■ SUPPLIED DATA
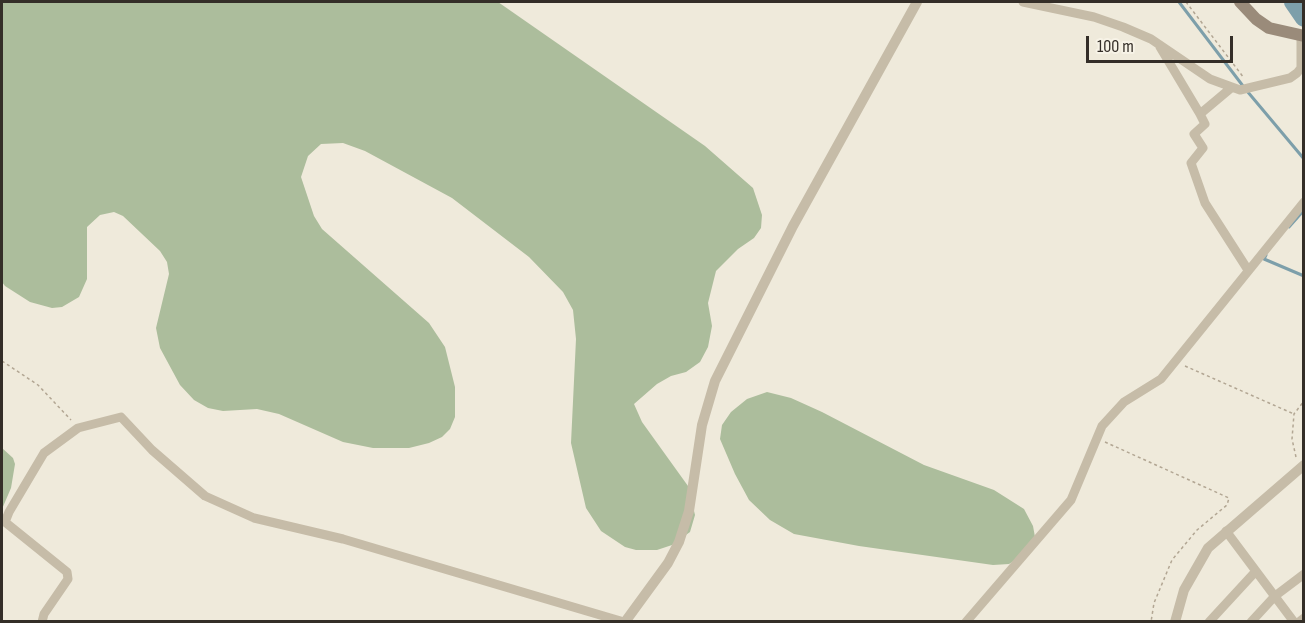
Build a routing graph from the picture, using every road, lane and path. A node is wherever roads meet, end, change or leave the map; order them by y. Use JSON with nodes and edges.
{"nodes":[{"id":1,"x":917,"y":2,"type":"edge"},
{"id":2,"x":1023,"y":2,"type":"edge"},
{"id":3,"x":1186,"y":2,"type":"edge"},
{"id":4,"x":1240,"y":2,"type":"edge"},
{"id":5,"x":1302,"y":36,"type":"edge"},
{"id":6,"x":1158,"y":44,"type":"junction"},
{"id":7,"x":1302,"y":68,"type":"edge"},
{"id":8,"x":1231,"y":88,"type":"junction"},
{"id":9,"x":1252,"y":88,"type":"junction"},
{"id":10,"x":1200,"y":114,"type":"junction"},
{"id":11,"x":1304,"y":202,"type":"edge"},
{"id":12,"x":1248,"y":270,"type":"junction"},
{"id":13,"x":1177,"y":360,"type":"junction"},
{"id":14,"x":2,"y":361,"type":"edge"},
{"id":15,"x":1304,"y":401,"type":"edge"},
{"id":16,"x":1294,"y":414,"type":"junction"},
{"id":17,"x":78,"y":428,"type":"junction"},
{"id":18,"x":1096,"y":438,"type":"junction"},
{"id":19,"x":1301,"y":466,"type":"edge"},
{"id":20,"x":1226,"y":531,"type":"junction"},
{"id":21,"x":1256,"y":572,"type":"junction"},
{"id":22,"x":1304,"y":574,"type":"edge"},
{"id":23,"x":1275,"y":596,"type":"junction"},
{"id":24,"x":1304,"y":618,"type":"edge"},
{"id":25,"x":42,"y":621,"type":"edge"},
{"id":26,"x":624,"y":621,"type":"edge"},
{"id":27,"x":966,"y":621,"type":"edge"},
{"id":28,"x":1151,"y":621,"type":"edge"},
{"id":29,"x":1174,"y":621,"type":"edge"},
{"id":30,"x":1209,"y":621,"type":"edge"},
{"id":31,"x":1251,"y":621,"type":"edge"},
{"id":32,"x":1296,"y":621,"type":"edge"}],
"edges":[{"from":1,"to":26,"type":"street"},
{"from":2,"to":6,"type":"street"},
{"from":3,"to":9,"type":"path"},
{"from":4,"to":5,"type":"main road"},
{"from":5,"to":7,"type":"street"},
{"from":6,"to":8,"type":"street"},
{"from":6,"to":10,"type":"street"},
{"from":7,"to":9,"type":"street"},
{"from":8,"to":9,"type":"street"},
{"from":8,"to":10,"type":"street"},
{"from":10,"to":12,"type":"street"},
{"from":11,"to":12,"type":"street"},
{"from":12,"to":13,"type":"street"},
{"from":13,"to":16,"type":"path"},
{"from":13,"to":18,"type":"street"},
{"from":14,"to":17,"type":"path"},
{"from":15,"to":16,"type":"path"},
{"from":16,"to":19,"type":"path"},
{"from":17,"to":25,"type":"street"},
{"from":17,"to":26,"type":"street"},
{"from":18,"to":27,"type":"street"},
{"from":18,"to":28,"type":"path"},
{"from":19,"to":20,"type":"street"},
{"from":20,"to":21,"type":"street"},
{"from":20,"to":29,"type":"street"},
{"from":21,"to":23,"type":"street"},
{"from":21,"to":30,"type":"street"},
{"from":22,"to":23,"type":"street"},
{"from":23,"to":31,"type":"street"},
{"from":23,"to":32,"type":"street"},
{"from":24,"to":32,"type":"street"}]}
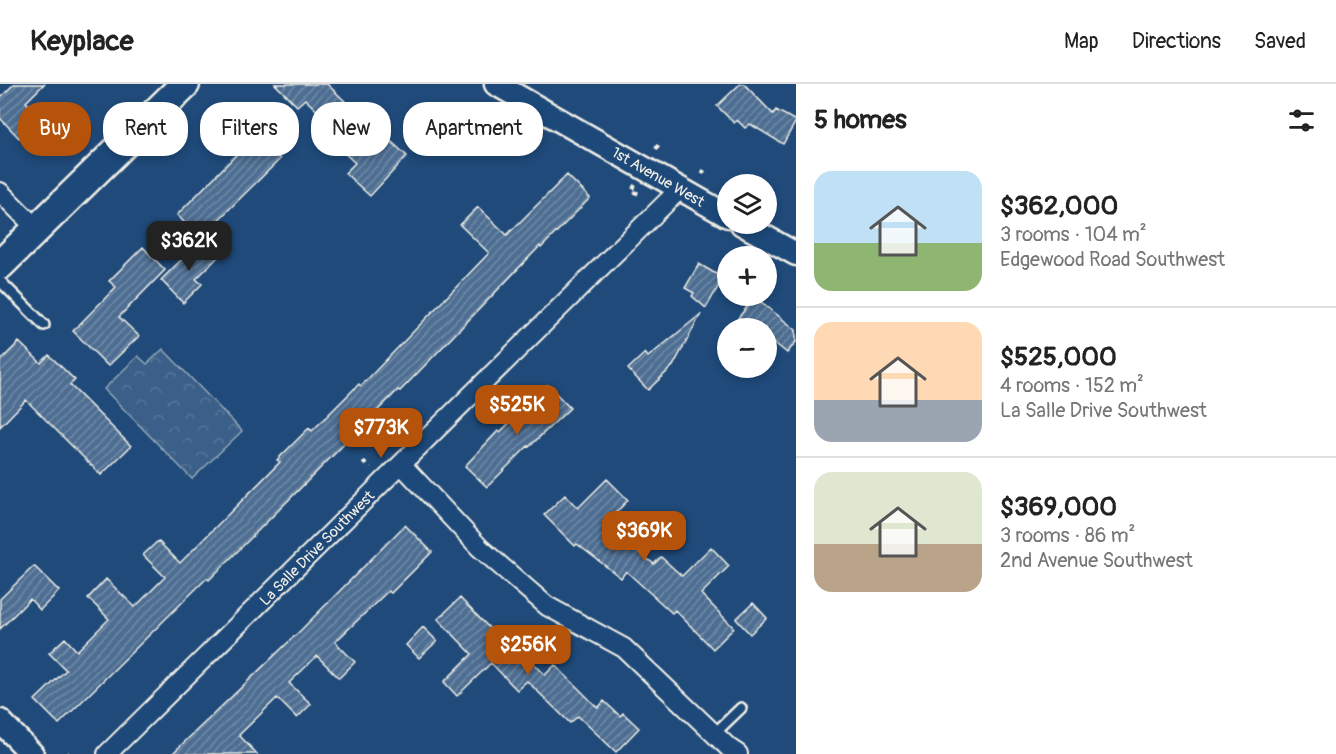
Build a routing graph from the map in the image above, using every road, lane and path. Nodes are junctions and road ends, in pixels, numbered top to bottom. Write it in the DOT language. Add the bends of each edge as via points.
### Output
graph roads {
  1 [pos="185,84"];
  2 [pos="496,84"];
  3 [pos="660,142"];
  4 [pos="656,149"];
  5 [pos="706,167"];
  6 [pos="702,174"];
  7 [pos="680,189"];
  8 [pos="0,192"];
  9 [pos="717,210"];
  10 [pos="36,228"];
  11 [pos="760,234"];
  12 [pos="796,254"];
  13 [pos="0,265"];
  14 [pos="0,281"];
  15 [pos="44,325"];
  16 [pos="400,424"];
  17 [pos="407,430"];
  18 [pos="363,462"];
  19 [pos="401,464"];
  20 [pos="370,468"];
  21 [pos="741,708"];
  22 [pos="0,721"];
  23 [pos="714,734"];
  24 [pos="32,754"];
  25 [pos="107,754"];
  26 [pos="738,754"];
  1 -- 10 [label="main road"];
  2 -- 7 [label="street, 1st Avenue West"];
  3 -- 4 [label="path"];
  5 -- 6 [label="path"];
  7 -- 9 [label="street, 1st Avenue West"];
  7 -- 19 [label="street, La Salle Drive Southwest"];
  8 -- 10 [label="street"];
  10 -- 13 [label="main road"];
  11 -- 12 [label="street"];
  14 -- 15 [label="lane"];
  16 -- 17 [label="path"];
  18 -- 20 [label="path"];
  19 -- 23 [label="street" via="480,548 547,606 624,648"];
  19 -- 25 [label="street, La Salle Drive Southwest"];
  21 -- 23 [label="lane"];
  22 -- 24 [label="street"];
  23 -- 26 [label="street"];
}
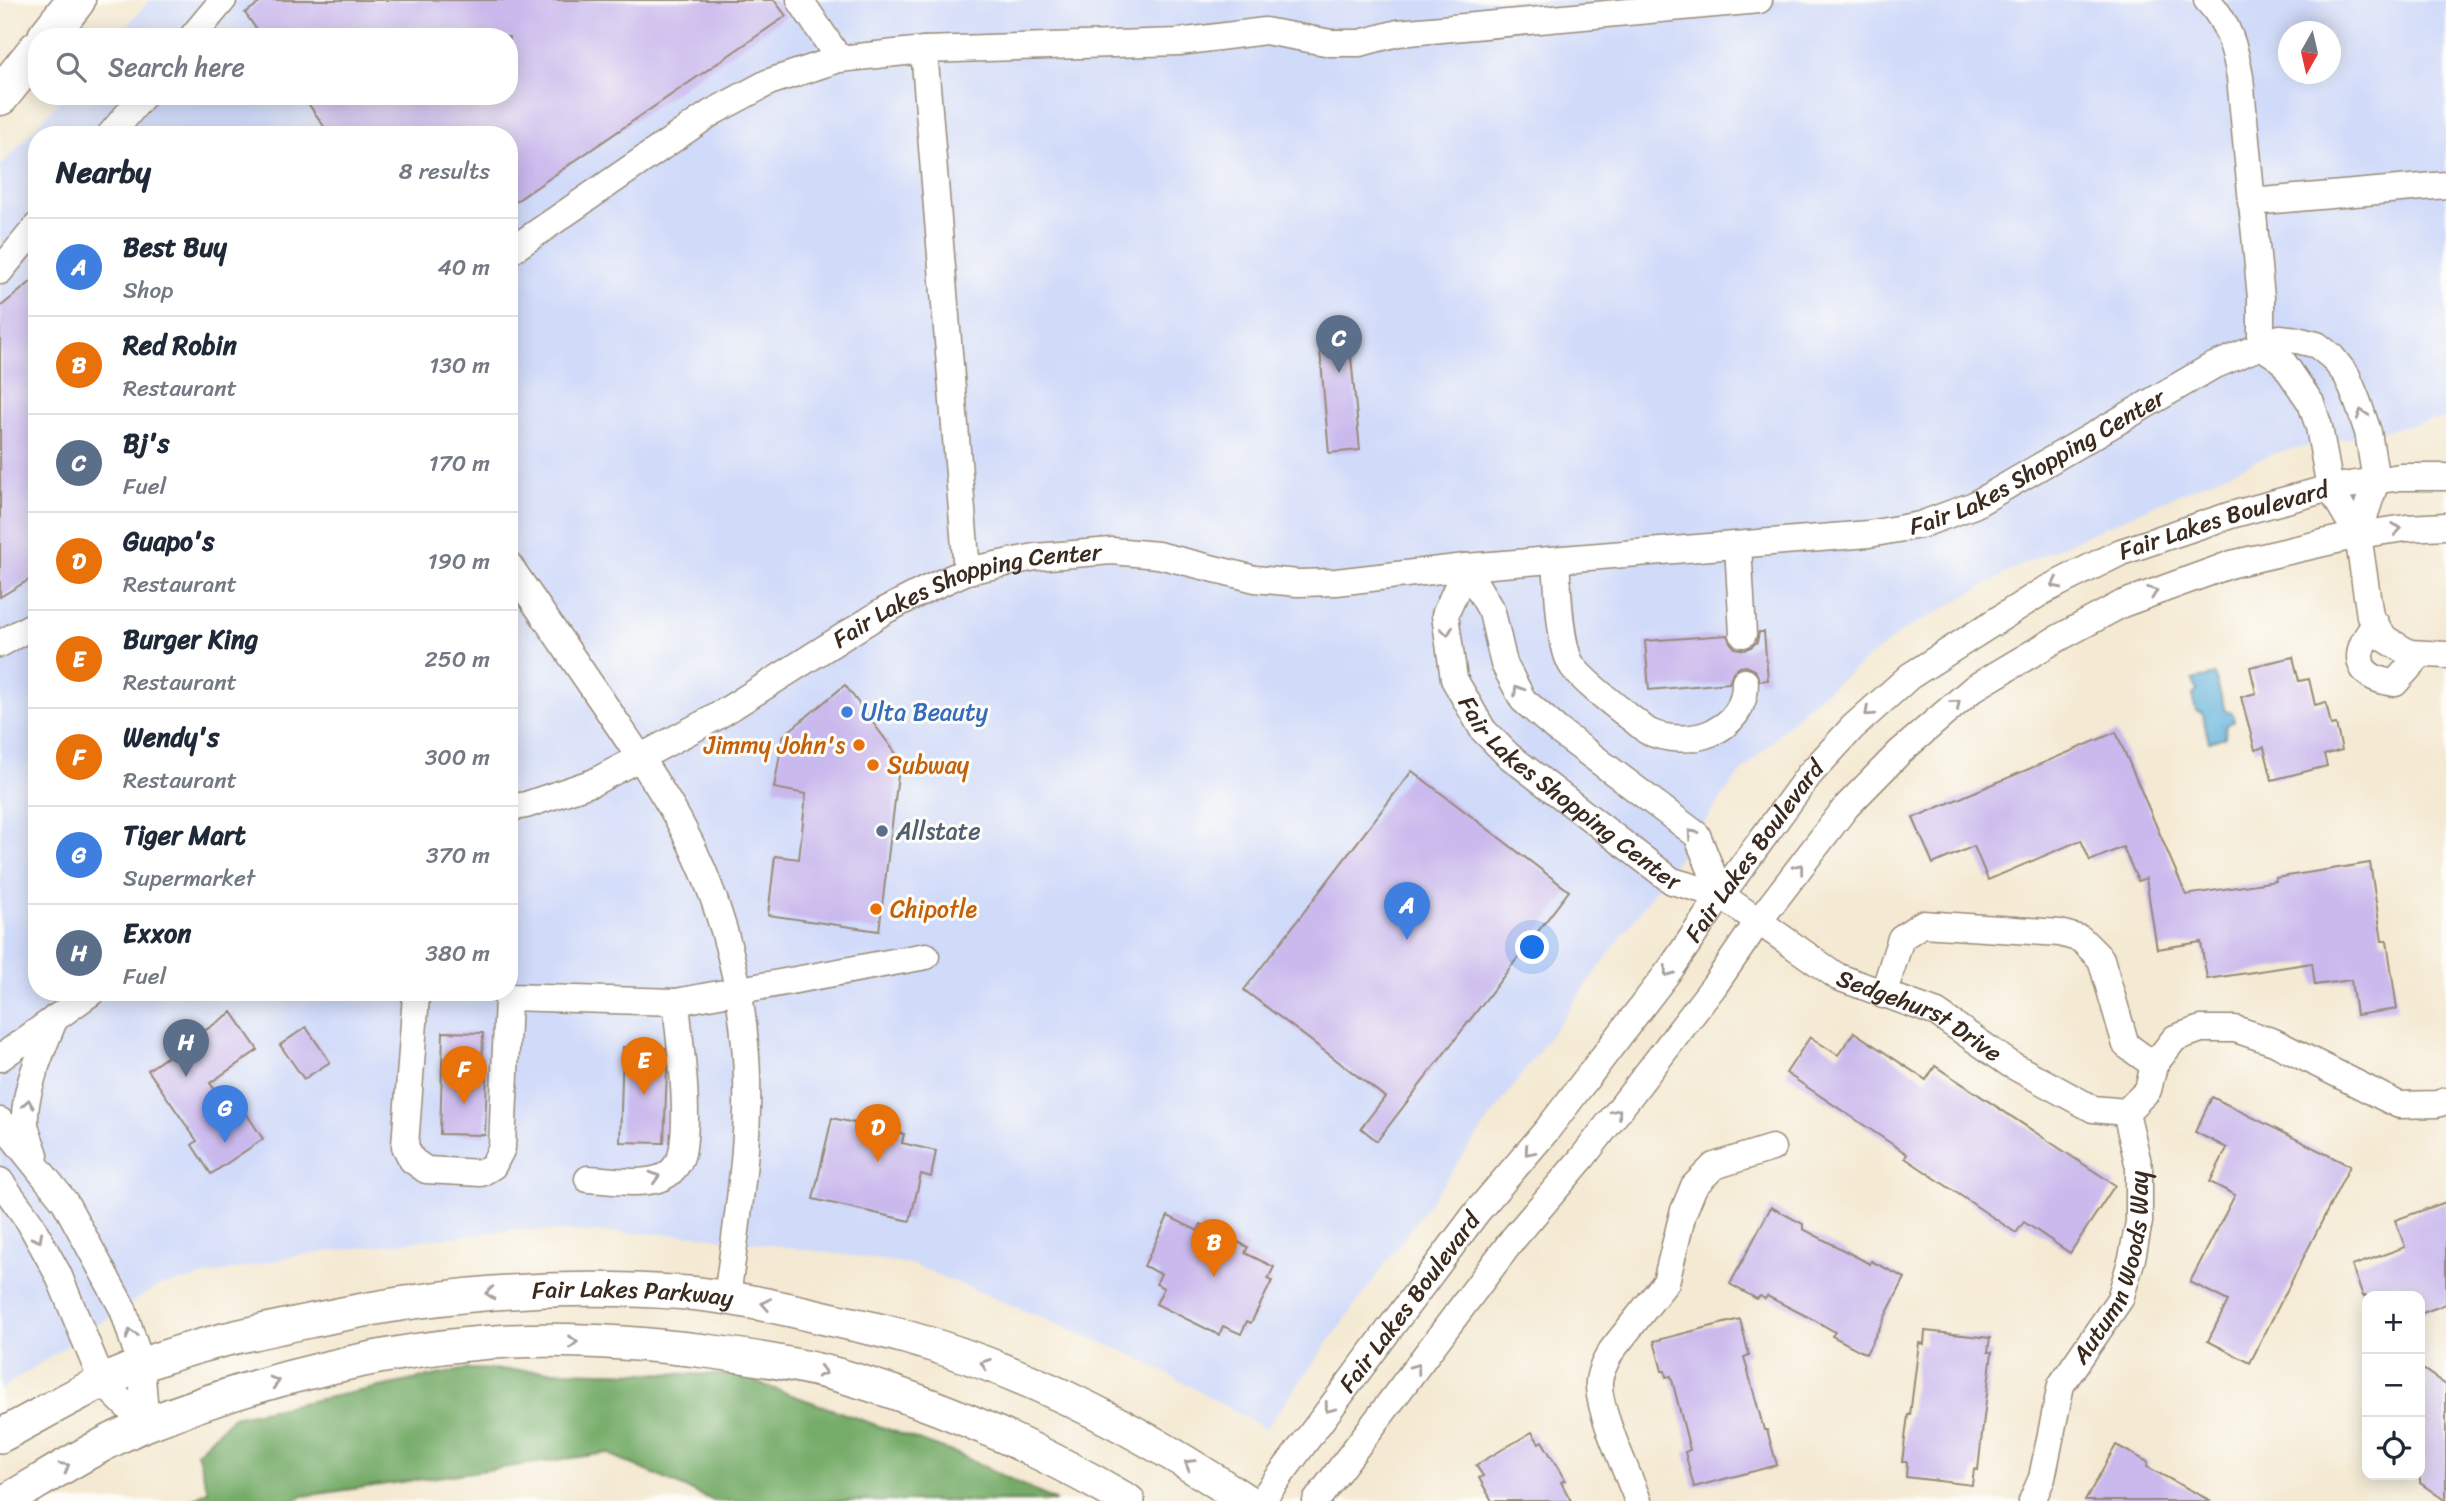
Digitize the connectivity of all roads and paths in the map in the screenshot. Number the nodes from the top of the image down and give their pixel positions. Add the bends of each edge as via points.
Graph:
1 (76, 0) edge
2 (223, 0) edge
3 (800, 0) edge
4 (1759, 0) edge
5 (2207, 0) edge
6 (54, 28) edge
7 (200, 28) edge
8 (923, 50) junction
9 (839, 59) junction
10 (28, 61) edge
11 (0, 96) edge
12 (135, 105) edge
13 (118, 126) edge
14 (2446, 185) edge
15 (2251, 202) junction
16 (28, 237) edge
17 (518, 247) edge
18 (0, 271) edge
19 (2261, 346) junction
20 (2446, 477) edge
21 (2376, 481) junction
22 (2330, 488) junction
23 (2446, 526) edge
24 (2358, 535) junction
25 (1738, 545) junction
26 (1556, 560) junction
27 (1466, 567) junction
28 (967, 571) junction
29 (518, 578) edge
30 (2376, 624) junction
31 (28, 628) edge
32 (1743, 634) dead end
33 (0, 644) edge
34 (2434, 655) edge
35 (1745, 682) dead end
36 (640, 758) junction
37 (518, 806) edge
38 (1721, 895) junction
39 (1758, 922) junction
40 (926, 956) dead end
41 (737, 990) junction
42 (1883, 995) junction
43 (518, 998) edge
44 (79, 1001) edge
45 (416, 1001) edge
46 (508, 1001) edge
47 (676, 1002) junction
48 (55, 1018) junction
49 (0, 1058) edge
50 (2154, 1065) junction
51 (2446, 1101) edge
52 (2126, 1112) junction
53 (0, 1121) edge
54 (1772, 1148) dead end
55 (39, 1170) junction
56 (588, 1179) dead end
57 (0, 1181) edge
58 (727, 1297) junction
59 (141, 1365) junction
60 (103, 1383) junction
61 (145, 1425) junction
62 (0, 1436) edge
63 (1120, 1498) edge
64 (6, 1501) edge
65 (1246, 1501) edge
66 (1261, 1501) edge
67 (1316, 1501) edge
68 (1638, 1501) edge
69 (2032, 1501) edge

1 - 6 highway
2 - 7 street
3 - 9 street
4 - 8 street via 1398,33 1360,43 1331,43 1265,31 1179,41
5 - 15 street via 2227,28 2236,52
8 - 9 street
8 - 28 street
9 - 17 street via 769,82 711,113
10 - 11 highway
12 - 13 street
14 - 15 street
15 - 19 street
16 - 18 street
21 -> 19 street, Fair Lakes Shopping Center via 2357,400 2332,357 2317,345 2297,340 2280,338
19 - 22 street via 2281,359 2311,403
19 - 25 street, Fair Lakes Shopping Center via 2211,367 1974,505 1920,526
20 - 21 street, Fair Lakes Boulevard
21 - 22 street, Fair Lakes Boulevard
21 - 24 street
22 - 24 street
22 -> 38 street, Fair Lakes Boulevard via 2121,552 2043,591 1948,650 1910,676 1853,727 1809,775
24 -> 23 street, Fair Lakes Boulevard
24 - 30 street
39 -> 24 street, Fair Lakes Boulevard via 1846,807 1900,752 1974,688 2122,604 2232,564
25 - 26 street, Fair Lakes Shopping Center
25 - 32 street
26 - 27 street, Fair Lakes Shopping Center
26 - 35 street via 1563,632 1572,666 1647,730 1680,740 1721,729 1738,713
27 - 28 street, Fair Lakes Shopping Center via 1298,583 1255,579 1158,555 1111,551 1035,556
38 -> 27 street, Fair Lakes Shopping Center via 1697,835 1523,700 1504,664 1492,612
27 -> 38 street, Fair Lakes Shopping Center via 1445,615 1454,679 1483,730 1508,755 1672,881
28 - 36 street, Fair Lakes Shopping Center via 884,611 716,717
29 - 36 street
30 - 34 street via 2384,638 2409,653
30 - 34 street via 2364,638 2359,654 2364,670 2378,681 2395,683
31 - 33 street
36 - 37 street, Fair Lakes Shopping Center via 594,782
36 - 41 street via 704,873
38 - 39 street, Sedgehurst Drive
38 -> 66 street, Fair Lakes Boulevard via 1672,967 1547,1130 1477,1212
39 - 42 street, Sedgehurst Drive via 1838,977
67 -> 39 street, Fair Lakes Boulevard via 1513,1239 1583,1157 1714,986
40 - 41 street
41 - 47 street
41 - 58 street via 745,1044 746,1106
42 - 50 street via 1901,938 1922,924 2060,933 2081,939 2101,958 2126,1045
42 - 52 street, Sedgehurst Drive via 1937,1013 2010,1064 2093,1109
43 - 47 street
44 - 48 street
45 - 46 street via 405,1146 412,1160 426,1170 481,1173 493,1166 502,1148
56 -> 47 street via 660,1179 677,1167 684,1149 684,1095
48 - 49 street
55 -> 48 street via 25,1123 32,1079
50 - 51 street via 2175,1038 2201,1029 2235,1029 2274,1042 2399,1105
50 - 52 street via 2148,1090
52 - 69 street, Autumn Woods Way via 2139,1167 2139,1222 2132,1258 2120,1299 2061,1385 2042,1478
53 - 55 street
54 - 68 street via 1714,1166 1694,1186 1666,1282 1604,1362 1598,1384 1605,1413
59 -> 55 street via 123,1308 65,1202
57 -> 60 street via 58,1275
58 -> 59 main road, Fair Lakes Parkway via 552,1289 468,1295 349,1312 234,1337
65 -> 58 main road, Fair Lakes Parkway via 1093,1410 988,1364 902,1336
59 - 60 main road, Fair Lakes Parkway
59 - 61 street
60 - 61 street
60 - 62 main road, Fair Lakes Parkway
61 -> 63 main road, Fair Lakes Parkway via 263,1385 429,1350 510,1341 638,1342 751,1357 846,1377 1008,1437
64 -> 61 main road, Fair Lakes Parkway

■ WORK REQUIRED
Going through the entries above, show each line that contains "Boulevard".

■ RESULT
20 - 21 street, Fair Lakes Boulevard
21 - 22 street, Fair Lakes Boulevard
22 -> 38 street, Fair Lakes Boulevard via 2121,552 2043,591 1948,650 1910,676 1853,727 1809,775
24 -> 23 street, Fair Lakes Boulevard
39 -> 24 street, Fair Lakes Boulevard via 1846,807 1900,752 1974,688 2122,604 2232,564
38 -> 66 street, Fair Lakes Boulevard via 1672,967 1547,1130 1477,1212
67 -> 39 street, Fair Lakes Boulevard via 1513,1239 1583,1157 1714,986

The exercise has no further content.